Она корректна, любезна, хорошо одета, товарищ Слетова: подтянута, слегка официальна. При этом, когда разговор принимает горячий характер, у нее появляются повелительные, более свободные и задорные обороты; иногда незаметно для себя она переходит с собеседником на «ты». Еще не так давно она была работницей Гознака.
От этой пары сразу веет спаянностью, нежностью и при этом уверенностью и силой. Он — черный, как жук, комсомолец, слесарь, она продавщица большого универсального магазина. Оба волнуются и поддразнивают друг друга.
— Давно познакомились?
— Уже больше полугода. Срок достаточный? Жениться можно?!
— Безусловно. Как ваша фамилия?
— Прохорова.
— А ваша?
— Прохоров. Вы не удивляйтесь, это у нас такое совпадение. Мы, конечно, не из-за этого, но все-таки решили: Прохоров да Прохорова — значит, быть им вместе Прохоровыми.
Оба смеются громко и долго, не остановишь. Да и незачем останавливать. Наоборот, сесть бы перед ними и учиться вот так хохотать, счастливо и победоносно, в непреодолимом ощущении юности, здоровья, своей силы, своего будущего.
— С вас три рубля за регистрацию брака.
— Три только? — он почти разочарован. — Да я бы дал, сколько ни спросили бы.
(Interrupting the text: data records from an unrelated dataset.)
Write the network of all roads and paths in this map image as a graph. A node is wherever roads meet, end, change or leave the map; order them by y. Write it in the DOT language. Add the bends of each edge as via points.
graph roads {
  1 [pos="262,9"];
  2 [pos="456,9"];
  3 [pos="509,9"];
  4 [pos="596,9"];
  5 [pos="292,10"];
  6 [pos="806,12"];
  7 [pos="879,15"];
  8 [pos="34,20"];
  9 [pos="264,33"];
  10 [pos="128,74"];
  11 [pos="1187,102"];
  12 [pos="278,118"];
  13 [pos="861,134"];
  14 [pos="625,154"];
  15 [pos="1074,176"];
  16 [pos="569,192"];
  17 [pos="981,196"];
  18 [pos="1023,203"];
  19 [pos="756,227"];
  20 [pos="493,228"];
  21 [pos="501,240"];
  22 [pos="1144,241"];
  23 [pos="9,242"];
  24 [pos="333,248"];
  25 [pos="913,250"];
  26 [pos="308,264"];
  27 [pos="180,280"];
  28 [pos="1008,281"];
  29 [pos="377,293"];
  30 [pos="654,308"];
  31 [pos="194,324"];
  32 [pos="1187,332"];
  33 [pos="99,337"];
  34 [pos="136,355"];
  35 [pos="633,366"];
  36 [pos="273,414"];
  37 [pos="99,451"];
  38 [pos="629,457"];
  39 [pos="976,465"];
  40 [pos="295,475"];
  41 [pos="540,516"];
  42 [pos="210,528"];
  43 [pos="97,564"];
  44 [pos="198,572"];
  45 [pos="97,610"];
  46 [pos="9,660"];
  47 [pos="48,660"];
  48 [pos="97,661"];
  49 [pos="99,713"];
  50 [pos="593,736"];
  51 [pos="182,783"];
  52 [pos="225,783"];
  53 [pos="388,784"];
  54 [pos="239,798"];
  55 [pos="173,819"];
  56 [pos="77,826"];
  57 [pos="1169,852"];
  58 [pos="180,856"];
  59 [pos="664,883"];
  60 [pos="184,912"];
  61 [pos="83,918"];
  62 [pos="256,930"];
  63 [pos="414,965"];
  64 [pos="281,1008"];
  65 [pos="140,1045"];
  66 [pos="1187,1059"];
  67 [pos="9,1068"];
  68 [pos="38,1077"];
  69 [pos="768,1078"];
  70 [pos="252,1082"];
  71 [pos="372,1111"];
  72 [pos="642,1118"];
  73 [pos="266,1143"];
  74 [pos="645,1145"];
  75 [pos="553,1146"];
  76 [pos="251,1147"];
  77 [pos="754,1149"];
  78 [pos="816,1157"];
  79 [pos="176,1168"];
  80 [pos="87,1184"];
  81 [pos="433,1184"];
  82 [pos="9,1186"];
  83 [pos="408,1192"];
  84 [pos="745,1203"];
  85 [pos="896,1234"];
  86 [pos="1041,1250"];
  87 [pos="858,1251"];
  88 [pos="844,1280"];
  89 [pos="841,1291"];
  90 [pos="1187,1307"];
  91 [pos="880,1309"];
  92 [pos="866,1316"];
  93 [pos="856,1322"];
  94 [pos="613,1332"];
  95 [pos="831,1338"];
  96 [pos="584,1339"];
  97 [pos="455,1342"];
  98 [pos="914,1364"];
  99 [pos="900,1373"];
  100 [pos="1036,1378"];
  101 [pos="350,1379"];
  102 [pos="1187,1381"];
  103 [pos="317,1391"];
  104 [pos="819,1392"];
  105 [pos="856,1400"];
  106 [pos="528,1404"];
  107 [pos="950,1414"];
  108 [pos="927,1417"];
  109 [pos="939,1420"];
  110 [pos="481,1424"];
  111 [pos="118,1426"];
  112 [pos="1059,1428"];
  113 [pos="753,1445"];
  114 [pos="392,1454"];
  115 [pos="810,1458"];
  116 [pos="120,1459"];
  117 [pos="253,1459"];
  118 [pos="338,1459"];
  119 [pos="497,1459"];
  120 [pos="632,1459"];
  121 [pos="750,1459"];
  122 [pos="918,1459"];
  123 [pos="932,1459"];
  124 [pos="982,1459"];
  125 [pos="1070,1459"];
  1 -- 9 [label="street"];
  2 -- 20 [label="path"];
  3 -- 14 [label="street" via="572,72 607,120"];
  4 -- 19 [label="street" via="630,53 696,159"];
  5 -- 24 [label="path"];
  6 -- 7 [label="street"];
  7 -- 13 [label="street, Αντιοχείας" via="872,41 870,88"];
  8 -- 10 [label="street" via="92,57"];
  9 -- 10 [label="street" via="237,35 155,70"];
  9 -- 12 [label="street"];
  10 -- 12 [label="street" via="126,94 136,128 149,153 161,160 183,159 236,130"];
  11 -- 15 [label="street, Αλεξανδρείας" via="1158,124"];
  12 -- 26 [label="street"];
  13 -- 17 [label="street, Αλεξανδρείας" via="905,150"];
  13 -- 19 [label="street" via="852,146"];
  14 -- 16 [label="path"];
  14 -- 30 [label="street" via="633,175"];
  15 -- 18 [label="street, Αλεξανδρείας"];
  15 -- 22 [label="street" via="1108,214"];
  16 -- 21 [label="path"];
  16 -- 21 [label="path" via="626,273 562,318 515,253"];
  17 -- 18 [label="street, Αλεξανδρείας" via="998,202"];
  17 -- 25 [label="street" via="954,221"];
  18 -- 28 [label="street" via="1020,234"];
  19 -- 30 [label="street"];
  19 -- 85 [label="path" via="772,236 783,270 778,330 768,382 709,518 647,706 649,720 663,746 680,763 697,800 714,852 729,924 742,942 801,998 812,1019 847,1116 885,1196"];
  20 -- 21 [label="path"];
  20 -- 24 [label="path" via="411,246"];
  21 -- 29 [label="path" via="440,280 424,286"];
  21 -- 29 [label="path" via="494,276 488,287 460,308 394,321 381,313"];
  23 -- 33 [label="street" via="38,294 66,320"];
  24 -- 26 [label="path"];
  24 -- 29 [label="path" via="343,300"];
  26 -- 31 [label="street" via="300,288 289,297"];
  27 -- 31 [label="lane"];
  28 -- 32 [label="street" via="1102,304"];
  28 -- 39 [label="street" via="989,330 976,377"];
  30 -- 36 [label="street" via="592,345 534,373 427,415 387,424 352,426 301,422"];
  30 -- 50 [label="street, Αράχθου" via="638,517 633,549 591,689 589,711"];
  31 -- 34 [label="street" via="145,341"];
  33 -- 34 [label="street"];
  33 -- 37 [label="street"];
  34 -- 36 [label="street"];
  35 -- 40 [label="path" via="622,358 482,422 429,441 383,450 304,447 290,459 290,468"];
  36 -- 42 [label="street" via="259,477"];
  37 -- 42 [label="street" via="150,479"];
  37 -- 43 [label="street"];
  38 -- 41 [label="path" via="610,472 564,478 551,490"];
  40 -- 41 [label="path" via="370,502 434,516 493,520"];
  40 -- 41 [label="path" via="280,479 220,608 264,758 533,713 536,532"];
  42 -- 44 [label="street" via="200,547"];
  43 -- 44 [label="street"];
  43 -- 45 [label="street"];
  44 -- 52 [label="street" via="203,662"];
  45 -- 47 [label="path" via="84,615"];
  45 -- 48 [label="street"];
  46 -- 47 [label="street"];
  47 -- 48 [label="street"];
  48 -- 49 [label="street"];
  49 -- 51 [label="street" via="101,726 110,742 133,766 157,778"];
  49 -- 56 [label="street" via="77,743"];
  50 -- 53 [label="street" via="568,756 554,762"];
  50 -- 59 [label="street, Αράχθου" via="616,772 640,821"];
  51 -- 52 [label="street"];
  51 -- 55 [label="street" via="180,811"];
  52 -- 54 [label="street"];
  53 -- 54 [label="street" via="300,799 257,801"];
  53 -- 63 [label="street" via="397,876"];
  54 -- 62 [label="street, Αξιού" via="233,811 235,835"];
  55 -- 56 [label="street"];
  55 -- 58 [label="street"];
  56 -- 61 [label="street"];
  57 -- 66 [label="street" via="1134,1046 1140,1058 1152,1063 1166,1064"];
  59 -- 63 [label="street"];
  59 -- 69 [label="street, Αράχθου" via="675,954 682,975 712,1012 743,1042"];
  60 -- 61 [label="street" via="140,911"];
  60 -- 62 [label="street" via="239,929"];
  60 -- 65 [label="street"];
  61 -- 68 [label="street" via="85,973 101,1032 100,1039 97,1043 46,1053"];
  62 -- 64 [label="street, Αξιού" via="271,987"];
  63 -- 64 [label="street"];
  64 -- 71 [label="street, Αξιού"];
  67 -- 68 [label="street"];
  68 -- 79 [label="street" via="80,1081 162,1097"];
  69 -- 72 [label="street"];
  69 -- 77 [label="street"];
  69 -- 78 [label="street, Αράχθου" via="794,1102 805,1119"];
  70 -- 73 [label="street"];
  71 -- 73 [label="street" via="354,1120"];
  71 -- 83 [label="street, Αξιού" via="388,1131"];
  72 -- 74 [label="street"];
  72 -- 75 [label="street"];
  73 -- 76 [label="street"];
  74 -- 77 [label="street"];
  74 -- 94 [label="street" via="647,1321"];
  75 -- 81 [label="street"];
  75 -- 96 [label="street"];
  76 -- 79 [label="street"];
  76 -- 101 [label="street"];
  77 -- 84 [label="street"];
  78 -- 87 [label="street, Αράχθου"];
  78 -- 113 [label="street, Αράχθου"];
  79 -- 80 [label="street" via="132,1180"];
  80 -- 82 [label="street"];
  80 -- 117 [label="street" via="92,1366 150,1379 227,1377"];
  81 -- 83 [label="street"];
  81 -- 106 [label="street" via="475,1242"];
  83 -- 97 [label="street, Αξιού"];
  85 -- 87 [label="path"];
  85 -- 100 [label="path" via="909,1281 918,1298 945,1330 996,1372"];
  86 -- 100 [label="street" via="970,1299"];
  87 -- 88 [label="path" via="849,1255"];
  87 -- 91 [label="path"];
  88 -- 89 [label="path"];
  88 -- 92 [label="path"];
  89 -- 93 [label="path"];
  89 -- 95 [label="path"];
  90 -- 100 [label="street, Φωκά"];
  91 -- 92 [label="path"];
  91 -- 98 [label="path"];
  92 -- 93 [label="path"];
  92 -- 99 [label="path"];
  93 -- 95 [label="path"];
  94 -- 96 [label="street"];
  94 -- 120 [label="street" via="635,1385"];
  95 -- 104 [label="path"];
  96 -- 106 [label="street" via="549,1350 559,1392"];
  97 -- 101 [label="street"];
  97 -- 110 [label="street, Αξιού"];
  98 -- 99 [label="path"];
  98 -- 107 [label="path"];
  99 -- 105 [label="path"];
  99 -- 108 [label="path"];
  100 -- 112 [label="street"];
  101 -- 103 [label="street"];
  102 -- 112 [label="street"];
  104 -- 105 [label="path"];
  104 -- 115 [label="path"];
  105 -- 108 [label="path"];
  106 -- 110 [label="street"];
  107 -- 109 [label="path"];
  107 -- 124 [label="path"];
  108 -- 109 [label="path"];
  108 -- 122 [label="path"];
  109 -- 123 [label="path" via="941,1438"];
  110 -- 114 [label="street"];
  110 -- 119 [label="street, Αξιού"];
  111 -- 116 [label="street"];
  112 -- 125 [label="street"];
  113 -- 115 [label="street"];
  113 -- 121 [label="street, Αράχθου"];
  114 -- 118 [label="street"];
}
Честное слово, не стал бы спорить.
— Разрешите поздравить вас с заключением брака. И, пожалуйста, поскорее появляйтесь у того стола. Там вас тоже поздравят.
Прохоровы переглядываются. И она с достоинством отвечает:
— Сразу не придем, а года через полтора обязательно ждите.
Непрерывно, круглые сутки, пульсирует огромный столичный город. В грохоте уличной сутолоки, в лязге трамваев и подземном гуле метро, в торжественном марше парадов и рукоплесканиях театральных зал, в ворохе газетных телеграмм и скороговорке радио не слышны скромные маятники отдельных человеческих жизней. Но они движутся, не умолкая. А когда затихает один, его нагоняют двое других. Каждые четыре минуты с отчаянным криком вылезает на свет новый москвич. Каждые семь минут мужчина и женщина, взглянув друг другу в глаза, считают себя мужем и женой, связанными навсегда любовью, дружбой, семьей, родством. И каждые пятнадцать минут двое других, обменявшись последним холодным взглядом, расходятся в разные стороны.